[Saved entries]

- Opening Delimiter -

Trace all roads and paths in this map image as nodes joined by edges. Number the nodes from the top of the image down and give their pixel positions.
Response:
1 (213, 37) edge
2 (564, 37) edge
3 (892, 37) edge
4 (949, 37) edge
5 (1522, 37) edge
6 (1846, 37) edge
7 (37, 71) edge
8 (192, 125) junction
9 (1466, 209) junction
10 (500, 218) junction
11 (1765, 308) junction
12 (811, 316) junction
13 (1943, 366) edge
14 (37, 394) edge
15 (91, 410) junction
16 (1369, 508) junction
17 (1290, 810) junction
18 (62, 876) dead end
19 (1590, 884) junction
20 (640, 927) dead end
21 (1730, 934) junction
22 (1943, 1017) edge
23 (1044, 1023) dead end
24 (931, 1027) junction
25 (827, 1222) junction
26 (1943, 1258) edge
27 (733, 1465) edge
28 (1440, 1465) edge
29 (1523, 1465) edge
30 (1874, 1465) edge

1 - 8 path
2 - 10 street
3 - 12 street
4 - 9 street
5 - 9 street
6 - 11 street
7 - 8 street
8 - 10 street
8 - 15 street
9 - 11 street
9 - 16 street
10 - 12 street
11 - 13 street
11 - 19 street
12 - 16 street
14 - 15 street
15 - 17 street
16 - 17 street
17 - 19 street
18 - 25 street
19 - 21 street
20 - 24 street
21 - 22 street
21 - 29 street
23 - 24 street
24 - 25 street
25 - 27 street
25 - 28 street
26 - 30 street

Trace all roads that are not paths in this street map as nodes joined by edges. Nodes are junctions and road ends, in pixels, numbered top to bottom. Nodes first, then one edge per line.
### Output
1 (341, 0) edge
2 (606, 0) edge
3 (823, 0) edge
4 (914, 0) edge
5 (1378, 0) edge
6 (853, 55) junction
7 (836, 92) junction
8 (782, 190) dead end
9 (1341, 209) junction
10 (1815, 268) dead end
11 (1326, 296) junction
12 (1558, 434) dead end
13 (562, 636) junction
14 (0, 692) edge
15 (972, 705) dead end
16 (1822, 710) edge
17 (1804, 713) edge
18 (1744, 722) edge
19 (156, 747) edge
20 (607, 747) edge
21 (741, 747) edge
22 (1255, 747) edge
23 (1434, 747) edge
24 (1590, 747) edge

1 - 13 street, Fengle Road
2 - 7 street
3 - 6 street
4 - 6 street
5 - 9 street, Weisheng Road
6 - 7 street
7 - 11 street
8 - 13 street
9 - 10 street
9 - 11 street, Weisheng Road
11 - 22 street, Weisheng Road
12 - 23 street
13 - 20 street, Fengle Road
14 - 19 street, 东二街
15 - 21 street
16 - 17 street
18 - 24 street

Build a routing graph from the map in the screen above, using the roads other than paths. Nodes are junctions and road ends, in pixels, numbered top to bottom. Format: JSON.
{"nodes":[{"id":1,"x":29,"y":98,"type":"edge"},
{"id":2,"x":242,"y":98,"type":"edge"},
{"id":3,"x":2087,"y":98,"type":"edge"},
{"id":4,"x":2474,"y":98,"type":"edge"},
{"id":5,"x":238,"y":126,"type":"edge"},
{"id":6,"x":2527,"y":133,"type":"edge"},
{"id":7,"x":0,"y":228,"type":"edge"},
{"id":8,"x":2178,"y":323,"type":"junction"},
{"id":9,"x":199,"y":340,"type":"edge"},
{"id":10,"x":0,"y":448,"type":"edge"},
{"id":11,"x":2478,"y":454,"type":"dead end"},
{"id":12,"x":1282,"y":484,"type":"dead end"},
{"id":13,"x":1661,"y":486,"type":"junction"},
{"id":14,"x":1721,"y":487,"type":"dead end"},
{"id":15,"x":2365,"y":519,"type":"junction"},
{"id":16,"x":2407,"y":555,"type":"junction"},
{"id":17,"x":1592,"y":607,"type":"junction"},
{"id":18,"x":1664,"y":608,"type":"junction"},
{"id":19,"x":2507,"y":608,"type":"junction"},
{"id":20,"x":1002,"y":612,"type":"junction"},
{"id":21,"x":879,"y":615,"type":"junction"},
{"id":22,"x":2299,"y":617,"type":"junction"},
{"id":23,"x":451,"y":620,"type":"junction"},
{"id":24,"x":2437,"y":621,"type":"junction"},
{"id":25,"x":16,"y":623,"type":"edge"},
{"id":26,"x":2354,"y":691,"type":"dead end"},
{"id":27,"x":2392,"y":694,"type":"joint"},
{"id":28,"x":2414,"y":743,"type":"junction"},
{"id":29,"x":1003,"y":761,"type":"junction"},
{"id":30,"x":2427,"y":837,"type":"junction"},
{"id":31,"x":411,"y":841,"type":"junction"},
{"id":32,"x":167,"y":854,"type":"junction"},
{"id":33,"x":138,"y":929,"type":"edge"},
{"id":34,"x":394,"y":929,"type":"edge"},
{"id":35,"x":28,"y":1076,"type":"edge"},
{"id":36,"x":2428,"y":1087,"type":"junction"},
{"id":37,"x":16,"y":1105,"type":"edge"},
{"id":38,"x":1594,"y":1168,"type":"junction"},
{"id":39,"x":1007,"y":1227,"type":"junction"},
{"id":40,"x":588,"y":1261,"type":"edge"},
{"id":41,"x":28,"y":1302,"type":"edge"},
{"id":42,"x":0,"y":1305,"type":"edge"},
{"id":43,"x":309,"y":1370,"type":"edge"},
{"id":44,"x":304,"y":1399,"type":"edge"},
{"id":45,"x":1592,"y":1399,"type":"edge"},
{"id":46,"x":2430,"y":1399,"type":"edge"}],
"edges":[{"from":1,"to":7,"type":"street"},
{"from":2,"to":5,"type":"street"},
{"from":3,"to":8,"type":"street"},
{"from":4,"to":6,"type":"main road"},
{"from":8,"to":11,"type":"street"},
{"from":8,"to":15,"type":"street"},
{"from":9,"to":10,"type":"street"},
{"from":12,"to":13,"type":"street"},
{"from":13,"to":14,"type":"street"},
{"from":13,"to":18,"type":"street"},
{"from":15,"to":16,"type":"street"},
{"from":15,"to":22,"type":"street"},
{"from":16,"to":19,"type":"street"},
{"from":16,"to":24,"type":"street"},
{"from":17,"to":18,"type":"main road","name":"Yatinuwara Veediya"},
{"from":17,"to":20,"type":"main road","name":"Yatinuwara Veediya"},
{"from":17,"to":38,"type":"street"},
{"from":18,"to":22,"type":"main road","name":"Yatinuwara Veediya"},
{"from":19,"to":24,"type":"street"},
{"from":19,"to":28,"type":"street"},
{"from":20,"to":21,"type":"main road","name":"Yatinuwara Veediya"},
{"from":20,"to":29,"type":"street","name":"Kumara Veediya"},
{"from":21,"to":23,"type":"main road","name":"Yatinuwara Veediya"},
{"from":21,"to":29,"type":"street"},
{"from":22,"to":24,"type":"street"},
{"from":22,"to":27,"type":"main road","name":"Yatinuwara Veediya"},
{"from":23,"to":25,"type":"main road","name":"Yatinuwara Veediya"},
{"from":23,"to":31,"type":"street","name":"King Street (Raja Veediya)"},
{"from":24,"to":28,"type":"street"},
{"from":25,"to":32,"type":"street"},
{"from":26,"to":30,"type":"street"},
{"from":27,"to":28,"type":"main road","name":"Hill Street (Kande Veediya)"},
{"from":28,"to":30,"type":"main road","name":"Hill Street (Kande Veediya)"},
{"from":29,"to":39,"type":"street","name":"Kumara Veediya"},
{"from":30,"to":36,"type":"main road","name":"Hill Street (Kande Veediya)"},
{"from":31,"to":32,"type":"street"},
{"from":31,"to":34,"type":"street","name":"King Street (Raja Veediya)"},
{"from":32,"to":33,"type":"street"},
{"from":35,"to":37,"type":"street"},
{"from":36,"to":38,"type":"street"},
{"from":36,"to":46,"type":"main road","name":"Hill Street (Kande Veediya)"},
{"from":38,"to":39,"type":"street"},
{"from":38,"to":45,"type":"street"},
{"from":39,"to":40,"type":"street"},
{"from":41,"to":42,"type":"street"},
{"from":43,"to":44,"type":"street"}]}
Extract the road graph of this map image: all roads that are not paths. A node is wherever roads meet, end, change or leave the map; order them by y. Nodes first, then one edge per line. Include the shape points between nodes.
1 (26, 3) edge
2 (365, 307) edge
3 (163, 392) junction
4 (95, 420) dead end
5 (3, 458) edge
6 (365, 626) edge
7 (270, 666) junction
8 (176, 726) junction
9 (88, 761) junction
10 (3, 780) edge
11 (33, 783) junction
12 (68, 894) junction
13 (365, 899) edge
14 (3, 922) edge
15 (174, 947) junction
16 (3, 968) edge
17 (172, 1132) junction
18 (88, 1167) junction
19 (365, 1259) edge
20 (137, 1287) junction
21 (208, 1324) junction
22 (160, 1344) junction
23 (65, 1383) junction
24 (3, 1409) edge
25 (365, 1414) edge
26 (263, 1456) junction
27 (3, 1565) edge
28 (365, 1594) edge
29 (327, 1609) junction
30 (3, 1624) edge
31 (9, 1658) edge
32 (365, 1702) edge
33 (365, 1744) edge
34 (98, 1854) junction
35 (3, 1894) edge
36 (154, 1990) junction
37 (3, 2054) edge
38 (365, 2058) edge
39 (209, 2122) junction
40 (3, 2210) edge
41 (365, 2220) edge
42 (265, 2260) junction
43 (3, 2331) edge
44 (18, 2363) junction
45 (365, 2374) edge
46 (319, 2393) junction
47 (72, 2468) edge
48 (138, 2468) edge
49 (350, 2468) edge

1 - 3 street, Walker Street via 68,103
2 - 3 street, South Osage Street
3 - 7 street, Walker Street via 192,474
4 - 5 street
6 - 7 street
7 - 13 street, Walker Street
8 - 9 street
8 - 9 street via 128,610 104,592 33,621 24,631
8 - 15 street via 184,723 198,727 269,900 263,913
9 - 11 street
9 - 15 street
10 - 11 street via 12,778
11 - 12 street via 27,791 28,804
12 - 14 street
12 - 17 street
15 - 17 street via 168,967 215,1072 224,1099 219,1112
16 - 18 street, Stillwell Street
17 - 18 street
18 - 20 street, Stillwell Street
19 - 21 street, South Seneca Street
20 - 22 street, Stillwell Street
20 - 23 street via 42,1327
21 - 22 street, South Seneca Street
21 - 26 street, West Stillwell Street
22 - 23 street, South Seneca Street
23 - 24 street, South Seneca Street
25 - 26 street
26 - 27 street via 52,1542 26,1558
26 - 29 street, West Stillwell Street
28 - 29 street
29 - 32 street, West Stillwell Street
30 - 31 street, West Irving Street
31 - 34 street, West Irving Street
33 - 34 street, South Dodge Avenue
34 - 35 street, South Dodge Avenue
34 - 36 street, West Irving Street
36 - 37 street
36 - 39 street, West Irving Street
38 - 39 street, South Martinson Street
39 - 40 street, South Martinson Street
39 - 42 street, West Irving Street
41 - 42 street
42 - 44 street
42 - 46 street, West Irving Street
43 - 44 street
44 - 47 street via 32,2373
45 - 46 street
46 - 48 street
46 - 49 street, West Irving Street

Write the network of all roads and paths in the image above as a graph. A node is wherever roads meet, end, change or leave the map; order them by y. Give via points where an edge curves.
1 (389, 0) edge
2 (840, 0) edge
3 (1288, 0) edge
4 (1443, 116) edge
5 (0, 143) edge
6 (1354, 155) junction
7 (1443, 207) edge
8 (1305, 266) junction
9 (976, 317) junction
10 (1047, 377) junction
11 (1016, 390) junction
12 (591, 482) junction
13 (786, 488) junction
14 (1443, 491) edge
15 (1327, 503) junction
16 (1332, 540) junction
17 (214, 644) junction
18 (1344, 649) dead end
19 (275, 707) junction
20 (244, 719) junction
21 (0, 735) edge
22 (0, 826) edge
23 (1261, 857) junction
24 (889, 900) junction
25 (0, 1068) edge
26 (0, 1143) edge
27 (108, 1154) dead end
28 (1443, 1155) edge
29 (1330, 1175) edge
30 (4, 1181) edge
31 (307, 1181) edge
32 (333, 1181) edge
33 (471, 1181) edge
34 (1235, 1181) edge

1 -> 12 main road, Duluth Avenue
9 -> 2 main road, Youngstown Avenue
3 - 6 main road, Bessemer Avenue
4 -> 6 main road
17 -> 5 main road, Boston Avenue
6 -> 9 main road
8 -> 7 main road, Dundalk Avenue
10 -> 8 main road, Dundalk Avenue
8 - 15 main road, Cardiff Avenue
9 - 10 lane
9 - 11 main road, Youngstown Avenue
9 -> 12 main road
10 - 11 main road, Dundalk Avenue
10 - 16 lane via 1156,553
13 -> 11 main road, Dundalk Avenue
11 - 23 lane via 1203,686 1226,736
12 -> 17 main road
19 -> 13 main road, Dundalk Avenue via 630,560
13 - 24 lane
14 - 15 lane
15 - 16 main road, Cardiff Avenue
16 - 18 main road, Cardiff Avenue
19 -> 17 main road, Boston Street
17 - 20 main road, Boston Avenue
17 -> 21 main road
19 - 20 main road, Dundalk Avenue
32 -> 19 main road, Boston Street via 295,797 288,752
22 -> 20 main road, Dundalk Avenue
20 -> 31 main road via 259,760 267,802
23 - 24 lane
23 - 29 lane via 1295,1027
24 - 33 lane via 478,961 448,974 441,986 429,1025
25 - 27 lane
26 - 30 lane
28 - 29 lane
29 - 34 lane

- Closing Delimiter -

About this task.
What lines in the entries above hold "West"? Copy every one.

Task answer.
21 - 26 street, West Stillwell Street
26 - 29 street, West Stillwell Street
29 - 32 street, West Stillwell Street
30 - 31 street, West Irving Street
31 - 34 street, West Irving Street
34 - 36 street, West Irving Street
36 - 39 street, West Irving Street
39 - 42 street, West Irving Street
42 - 46 street, West Irving Street
46 - 49 street, West Irving Street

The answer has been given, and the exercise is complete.